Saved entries

********************

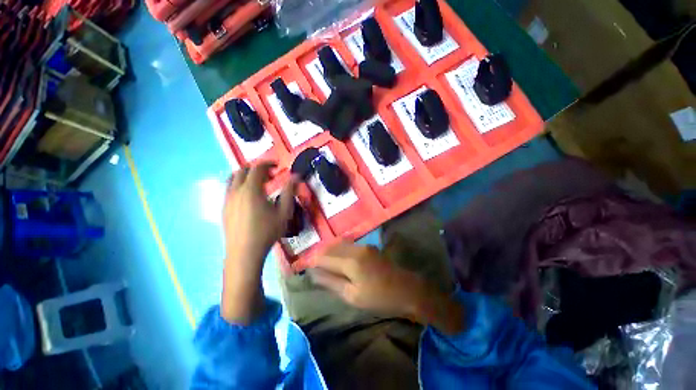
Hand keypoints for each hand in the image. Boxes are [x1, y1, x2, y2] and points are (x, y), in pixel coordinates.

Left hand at [223, 162, 296, 267]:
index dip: (268, 163)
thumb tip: (296, 176)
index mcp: (251, 190)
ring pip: (233, 178)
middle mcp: (236, 191)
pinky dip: (240, 185)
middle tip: (270, 175)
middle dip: (257, 168)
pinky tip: (249, 197)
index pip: (258, 168)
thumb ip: (289, 192)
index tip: (278, 166)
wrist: (244, 253)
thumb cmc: (267, 232)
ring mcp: (227, 199)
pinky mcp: (224, 208)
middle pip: (243, 170)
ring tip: (259, 183)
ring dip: (246, 176)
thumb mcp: (284, 212)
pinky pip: (229, 189)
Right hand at [310, 242, 465, 333]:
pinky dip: (339, 251)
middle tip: (312, 267)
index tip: (304, 268)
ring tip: (322, 264)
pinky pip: (348, 246)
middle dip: (319, 255)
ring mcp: (363, 245)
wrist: (407, 289)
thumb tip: (313, 274)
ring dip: (329, 253)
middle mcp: (355, 248)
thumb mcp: (352, 295)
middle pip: (331, 248)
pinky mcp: (368, 247)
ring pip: (339, 245)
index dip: (313, 262)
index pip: (324, 257)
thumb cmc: (379, 297)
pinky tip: (337, 260)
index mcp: (350, 261)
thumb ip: (331, 282)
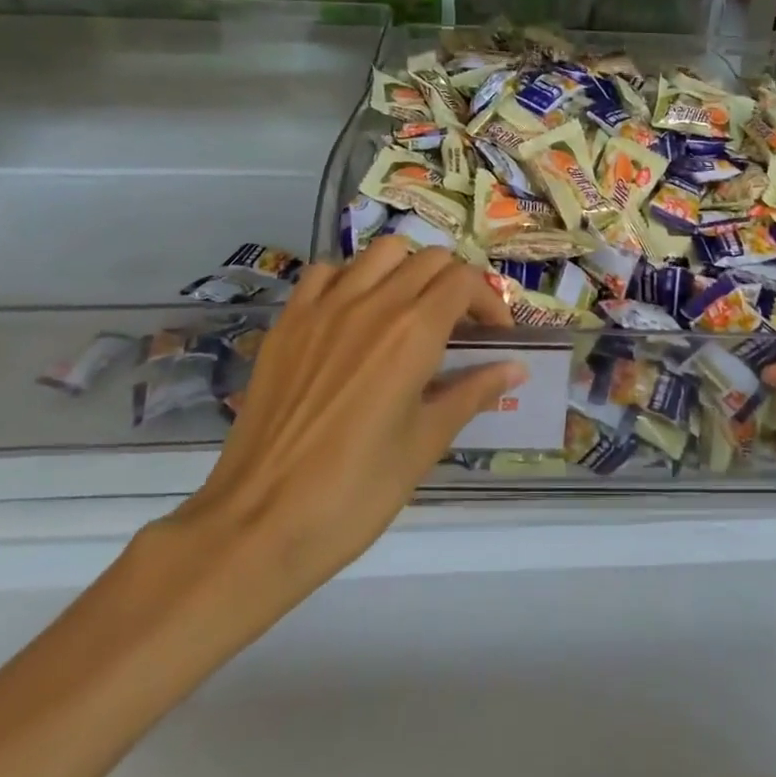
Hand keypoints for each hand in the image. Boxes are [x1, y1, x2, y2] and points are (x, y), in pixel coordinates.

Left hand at [155, 237, 522, 630]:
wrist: (259, 523)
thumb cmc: (356, 491)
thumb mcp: (425, 443)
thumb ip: (473, 393)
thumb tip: (516, 368)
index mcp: (413, 332)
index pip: (464, 280)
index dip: (489, 301)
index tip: (495, 336)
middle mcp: (372, 303)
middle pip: (429, 258)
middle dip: (455, 284)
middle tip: (458, 326)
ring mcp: (323, 307)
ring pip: (379, 254)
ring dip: (407, 270)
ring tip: (409, 311)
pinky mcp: (288, 322)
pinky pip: (327, 272)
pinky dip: (351, 279)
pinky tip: (354, 314)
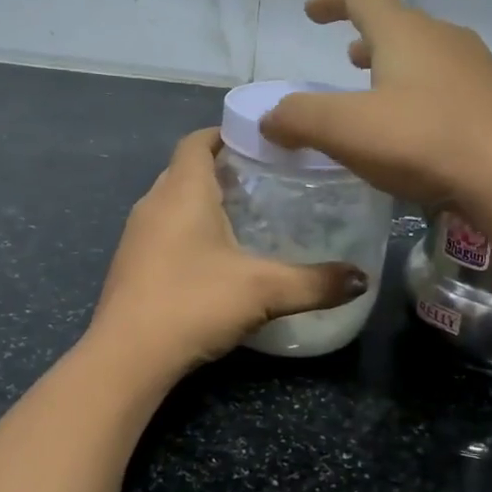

********************

▶ [WHAT YOU HAVE TO DO]: Please reproduce, word for word, every line from the first line of the records above through the line containing "ring mcp: (363, 245)", and leave out the pictures.

▶ [SOLVED EXERCISE]:
Hand keypoints for each hand in the image. Boxes are [x1, y1, x2, y2] and points are (x, y), in pixel coordinates.

Left hand at [223, 162, 296, 267]:
index dip: (268, 163)
thumb tip: (296, 176)
index mcp: (251, 190)
ring pip: (233, 178)
middle mcp: (236, 191)
pinky dip: (240, 185)
middle tip: (270, 175)
middle dip: (257, 168)
pinky tip: (249, 197)
index pip: (258, 168)
thumb ip: (289, 192)
index tip: (278, 166)
wrist: (244, 253)
thumb cmc: (267, 232)
ring mcp: (227, 199)
pinky mcp: (224, 208)
middle pip: (243, 170)
ring tip: (259, 183)
ring dip: (246, 176)
thumb mcp: (284, 212)
pinky pip: (229, 189)
Right hand at [310, 242, 465, 333]:
pinky dip: (339, 251)
middle tip: (312, 267)
index tip: (304, 268)
ring tip: (322, 264)
pinky pip: (348, 246)
middle dip: (319, 255)
ring mcp: (363, 245)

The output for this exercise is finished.